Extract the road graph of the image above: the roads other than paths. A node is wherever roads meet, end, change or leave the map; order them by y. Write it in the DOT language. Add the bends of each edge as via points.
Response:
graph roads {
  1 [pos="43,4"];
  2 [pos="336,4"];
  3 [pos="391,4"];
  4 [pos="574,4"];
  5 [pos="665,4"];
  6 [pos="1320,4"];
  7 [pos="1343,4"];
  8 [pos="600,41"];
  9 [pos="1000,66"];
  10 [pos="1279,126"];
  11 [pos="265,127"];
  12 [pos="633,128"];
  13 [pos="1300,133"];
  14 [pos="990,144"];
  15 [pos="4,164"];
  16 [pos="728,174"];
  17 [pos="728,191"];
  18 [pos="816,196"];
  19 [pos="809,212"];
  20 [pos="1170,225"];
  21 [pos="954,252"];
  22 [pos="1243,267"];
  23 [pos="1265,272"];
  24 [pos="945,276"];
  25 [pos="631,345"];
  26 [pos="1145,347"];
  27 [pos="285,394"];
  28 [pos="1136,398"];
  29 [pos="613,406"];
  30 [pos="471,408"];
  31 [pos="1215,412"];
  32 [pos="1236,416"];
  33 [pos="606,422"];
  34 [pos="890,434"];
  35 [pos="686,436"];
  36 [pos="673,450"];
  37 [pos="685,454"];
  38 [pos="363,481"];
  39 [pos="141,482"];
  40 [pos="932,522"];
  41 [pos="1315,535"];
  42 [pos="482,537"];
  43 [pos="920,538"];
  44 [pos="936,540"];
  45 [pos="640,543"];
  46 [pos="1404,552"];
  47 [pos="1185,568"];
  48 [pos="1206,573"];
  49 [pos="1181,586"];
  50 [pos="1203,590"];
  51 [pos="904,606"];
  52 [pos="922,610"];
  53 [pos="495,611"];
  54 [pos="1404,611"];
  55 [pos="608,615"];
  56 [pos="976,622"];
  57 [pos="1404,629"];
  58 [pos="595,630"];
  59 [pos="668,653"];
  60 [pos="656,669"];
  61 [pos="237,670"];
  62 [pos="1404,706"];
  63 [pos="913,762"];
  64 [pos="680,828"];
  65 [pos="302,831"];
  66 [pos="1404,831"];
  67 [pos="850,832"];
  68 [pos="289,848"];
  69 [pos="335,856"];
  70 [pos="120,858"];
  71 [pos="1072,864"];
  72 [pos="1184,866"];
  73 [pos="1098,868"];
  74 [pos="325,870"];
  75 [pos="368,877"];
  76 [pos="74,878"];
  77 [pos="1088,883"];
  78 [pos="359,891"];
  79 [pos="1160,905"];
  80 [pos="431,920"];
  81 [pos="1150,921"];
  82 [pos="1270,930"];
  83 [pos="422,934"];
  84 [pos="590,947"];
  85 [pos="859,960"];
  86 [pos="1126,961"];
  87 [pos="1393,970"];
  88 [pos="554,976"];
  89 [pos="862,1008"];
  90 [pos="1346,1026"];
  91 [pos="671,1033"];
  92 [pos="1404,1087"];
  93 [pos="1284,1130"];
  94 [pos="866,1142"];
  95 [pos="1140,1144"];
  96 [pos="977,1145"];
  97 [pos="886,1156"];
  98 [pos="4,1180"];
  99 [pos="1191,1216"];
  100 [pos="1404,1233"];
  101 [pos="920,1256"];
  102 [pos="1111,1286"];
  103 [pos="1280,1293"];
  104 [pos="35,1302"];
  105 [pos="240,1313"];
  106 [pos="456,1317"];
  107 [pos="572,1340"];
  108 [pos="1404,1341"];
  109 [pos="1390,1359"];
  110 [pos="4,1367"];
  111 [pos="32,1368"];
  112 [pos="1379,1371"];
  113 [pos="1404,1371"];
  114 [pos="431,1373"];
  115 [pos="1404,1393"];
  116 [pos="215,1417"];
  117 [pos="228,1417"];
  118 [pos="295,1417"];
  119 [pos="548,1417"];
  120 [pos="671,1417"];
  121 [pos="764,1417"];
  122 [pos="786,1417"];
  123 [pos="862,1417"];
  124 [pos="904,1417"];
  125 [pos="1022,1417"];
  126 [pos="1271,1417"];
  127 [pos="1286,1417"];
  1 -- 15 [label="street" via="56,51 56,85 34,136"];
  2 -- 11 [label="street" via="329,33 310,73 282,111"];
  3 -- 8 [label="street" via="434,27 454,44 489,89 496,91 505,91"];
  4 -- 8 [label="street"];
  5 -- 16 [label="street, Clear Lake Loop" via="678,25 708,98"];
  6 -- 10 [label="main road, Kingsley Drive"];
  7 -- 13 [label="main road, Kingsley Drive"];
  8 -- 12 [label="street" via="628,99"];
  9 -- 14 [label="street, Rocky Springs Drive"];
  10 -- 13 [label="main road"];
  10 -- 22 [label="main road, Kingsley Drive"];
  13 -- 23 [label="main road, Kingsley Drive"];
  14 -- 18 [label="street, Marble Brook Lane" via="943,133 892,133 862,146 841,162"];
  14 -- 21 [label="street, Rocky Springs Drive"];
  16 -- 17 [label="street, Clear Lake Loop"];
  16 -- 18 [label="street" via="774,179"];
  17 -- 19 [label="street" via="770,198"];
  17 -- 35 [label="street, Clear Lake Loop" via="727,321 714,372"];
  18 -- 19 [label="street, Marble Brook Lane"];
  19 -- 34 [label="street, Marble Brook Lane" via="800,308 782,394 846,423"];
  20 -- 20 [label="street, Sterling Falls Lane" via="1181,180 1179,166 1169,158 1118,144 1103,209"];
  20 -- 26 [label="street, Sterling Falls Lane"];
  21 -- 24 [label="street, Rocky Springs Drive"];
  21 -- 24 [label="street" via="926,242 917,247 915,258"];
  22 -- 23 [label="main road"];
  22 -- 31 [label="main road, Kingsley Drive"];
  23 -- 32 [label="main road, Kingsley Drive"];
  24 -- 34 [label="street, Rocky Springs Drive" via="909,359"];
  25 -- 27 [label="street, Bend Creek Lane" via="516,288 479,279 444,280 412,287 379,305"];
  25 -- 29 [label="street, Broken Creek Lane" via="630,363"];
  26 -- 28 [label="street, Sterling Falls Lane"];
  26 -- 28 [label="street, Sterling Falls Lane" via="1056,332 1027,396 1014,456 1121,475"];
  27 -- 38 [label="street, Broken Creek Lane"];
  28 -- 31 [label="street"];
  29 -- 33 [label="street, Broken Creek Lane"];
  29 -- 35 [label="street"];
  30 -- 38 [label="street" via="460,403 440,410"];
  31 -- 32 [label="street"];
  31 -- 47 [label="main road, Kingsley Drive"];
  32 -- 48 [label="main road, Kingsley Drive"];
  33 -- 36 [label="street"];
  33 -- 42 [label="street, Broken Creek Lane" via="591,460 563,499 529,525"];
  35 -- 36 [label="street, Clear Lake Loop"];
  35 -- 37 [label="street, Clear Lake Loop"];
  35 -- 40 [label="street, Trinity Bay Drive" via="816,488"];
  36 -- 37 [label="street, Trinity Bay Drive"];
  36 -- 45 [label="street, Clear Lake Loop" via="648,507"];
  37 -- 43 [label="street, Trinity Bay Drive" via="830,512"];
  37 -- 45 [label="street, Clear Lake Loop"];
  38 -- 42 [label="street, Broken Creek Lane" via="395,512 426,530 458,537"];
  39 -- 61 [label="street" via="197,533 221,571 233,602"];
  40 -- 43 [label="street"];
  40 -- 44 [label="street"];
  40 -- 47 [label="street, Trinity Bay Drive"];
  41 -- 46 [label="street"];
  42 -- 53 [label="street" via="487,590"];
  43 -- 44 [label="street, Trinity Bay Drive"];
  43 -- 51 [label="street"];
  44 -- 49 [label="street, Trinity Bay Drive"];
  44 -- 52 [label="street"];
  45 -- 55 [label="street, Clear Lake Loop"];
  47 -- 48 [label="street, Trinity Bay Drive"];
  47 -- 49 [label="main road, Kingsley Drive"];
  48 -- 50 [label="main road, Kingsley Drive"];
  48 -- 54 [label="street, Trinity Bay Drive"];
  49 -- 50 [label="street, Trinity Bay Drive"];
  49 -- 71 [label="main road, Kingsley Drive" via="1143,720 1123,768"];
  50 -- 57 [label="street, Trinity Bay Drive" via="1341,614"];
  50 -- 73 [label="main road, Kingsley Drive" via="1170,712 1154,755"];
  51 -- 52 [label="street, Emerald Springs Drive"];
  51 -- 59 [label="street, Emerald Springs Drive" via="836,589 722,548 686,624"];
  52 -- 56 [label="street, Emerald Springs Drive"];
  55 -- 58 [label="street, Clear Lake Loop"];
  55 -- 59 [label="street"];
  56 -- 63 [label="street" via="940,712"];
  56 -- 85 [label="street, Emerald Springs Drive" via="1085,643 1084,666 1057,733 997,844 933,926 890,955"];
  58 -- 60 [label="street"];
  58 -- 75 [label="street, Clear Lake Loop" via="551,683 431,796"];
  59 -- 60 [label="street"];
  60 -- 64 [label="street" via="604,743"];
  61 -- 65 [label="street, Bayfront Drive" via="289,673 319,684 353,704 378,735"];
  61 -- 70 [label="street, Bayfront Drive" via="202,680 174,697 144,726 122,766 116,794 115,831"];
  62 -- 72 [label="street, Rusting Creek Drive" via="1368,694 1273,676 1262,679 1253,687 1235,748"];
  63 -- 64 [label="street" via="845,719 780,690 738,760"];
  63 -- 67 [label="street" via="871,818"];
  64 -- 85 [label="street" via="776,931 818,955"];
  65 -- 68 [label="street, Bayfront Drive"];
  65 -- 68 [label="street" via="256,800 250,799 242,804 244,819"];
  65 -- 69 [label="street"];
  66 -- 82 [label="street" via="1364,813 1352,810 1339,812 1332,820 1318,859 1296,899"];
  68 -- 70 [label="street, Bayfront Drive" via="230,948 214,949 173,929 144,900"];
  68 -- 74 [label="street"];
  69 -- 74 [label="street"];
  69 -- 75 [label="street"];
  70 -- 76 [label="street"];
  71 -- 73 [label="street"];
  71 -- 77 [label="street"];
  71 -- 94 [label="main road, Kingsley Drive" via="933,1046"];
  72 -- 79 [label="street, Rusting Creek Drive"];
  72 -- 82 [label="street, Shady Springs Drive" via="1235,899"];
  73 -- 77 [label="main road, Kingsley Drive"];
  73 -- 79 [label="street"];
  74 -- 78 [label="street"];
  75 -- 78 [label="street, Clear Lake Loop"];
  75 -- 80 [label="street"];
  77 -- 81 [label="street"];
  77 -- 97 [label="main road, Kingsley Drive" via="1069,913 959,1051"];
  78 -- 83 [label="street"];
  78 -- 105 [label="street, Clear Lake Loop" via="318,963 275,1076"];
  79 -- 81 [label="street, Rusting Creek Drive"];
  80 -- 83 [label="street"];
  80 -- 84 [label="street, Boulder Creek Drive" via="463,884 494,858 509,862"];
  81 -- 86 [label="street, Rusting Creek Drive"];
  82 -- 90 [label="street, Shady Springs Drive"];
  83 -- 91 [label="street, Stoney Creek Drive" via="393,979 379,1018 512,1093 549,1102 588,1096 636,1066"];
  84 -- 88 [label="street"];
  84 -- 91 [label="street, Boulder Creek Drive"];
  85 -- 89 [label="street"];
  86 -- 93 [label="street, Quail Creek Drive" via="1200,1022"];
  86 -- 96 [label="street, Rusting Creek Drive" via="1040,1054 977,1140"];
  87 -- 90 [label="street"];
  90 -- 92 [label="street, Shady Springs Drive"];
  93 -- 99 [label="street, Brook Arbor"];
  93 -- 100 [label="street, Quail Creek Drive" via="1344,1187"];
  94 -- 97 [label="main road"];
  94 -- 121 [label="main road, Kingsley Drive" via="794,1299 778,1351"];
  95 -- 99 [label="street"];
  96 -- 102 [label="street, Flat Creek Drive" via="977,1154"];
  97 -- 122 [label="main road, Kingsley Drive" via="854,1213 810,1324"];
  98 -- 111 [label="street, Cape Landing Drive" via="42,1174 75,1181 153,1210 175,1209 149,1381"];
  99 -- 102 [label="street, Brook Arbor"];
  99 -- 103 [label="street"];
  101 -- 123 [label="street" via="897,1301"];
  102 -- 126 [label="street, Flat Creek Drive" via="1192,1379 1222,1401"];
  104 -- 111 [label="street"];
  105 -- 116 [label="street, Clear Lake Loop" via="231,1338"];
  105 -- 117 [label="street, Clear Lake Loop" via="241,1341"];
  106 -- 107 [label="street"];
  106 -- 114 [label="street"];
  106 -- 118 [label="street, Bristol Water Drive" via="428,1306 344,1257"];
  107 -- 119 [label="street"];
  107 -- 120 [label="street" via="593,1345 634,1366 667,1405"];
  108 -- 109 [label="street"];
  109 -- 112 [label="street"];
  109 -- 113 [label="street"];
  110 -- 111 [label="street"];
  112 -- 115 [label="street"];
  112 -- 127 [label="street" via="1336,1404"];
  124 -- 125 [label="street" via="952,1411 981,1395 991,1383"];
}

···

- INSTRUCTIONS TO FOLLOW -
Each line above that includes the word "Brook" is to be copied.

- RESULT OF THE TASK -
  14 -- 18 [label="street, Marble Brook Lane" via="943,133 892,133 862,146 841,162"];
  18 -- 19 [label="street, Marble Brook Lane"];
  19 -- 34 [label="street, Marble Brook Lane" via="800,308 782,394 846,423"];
  93 -- 99 [label="street, Brook Arbor"];
  99 -- 102 [label="street, Brook Arbor"];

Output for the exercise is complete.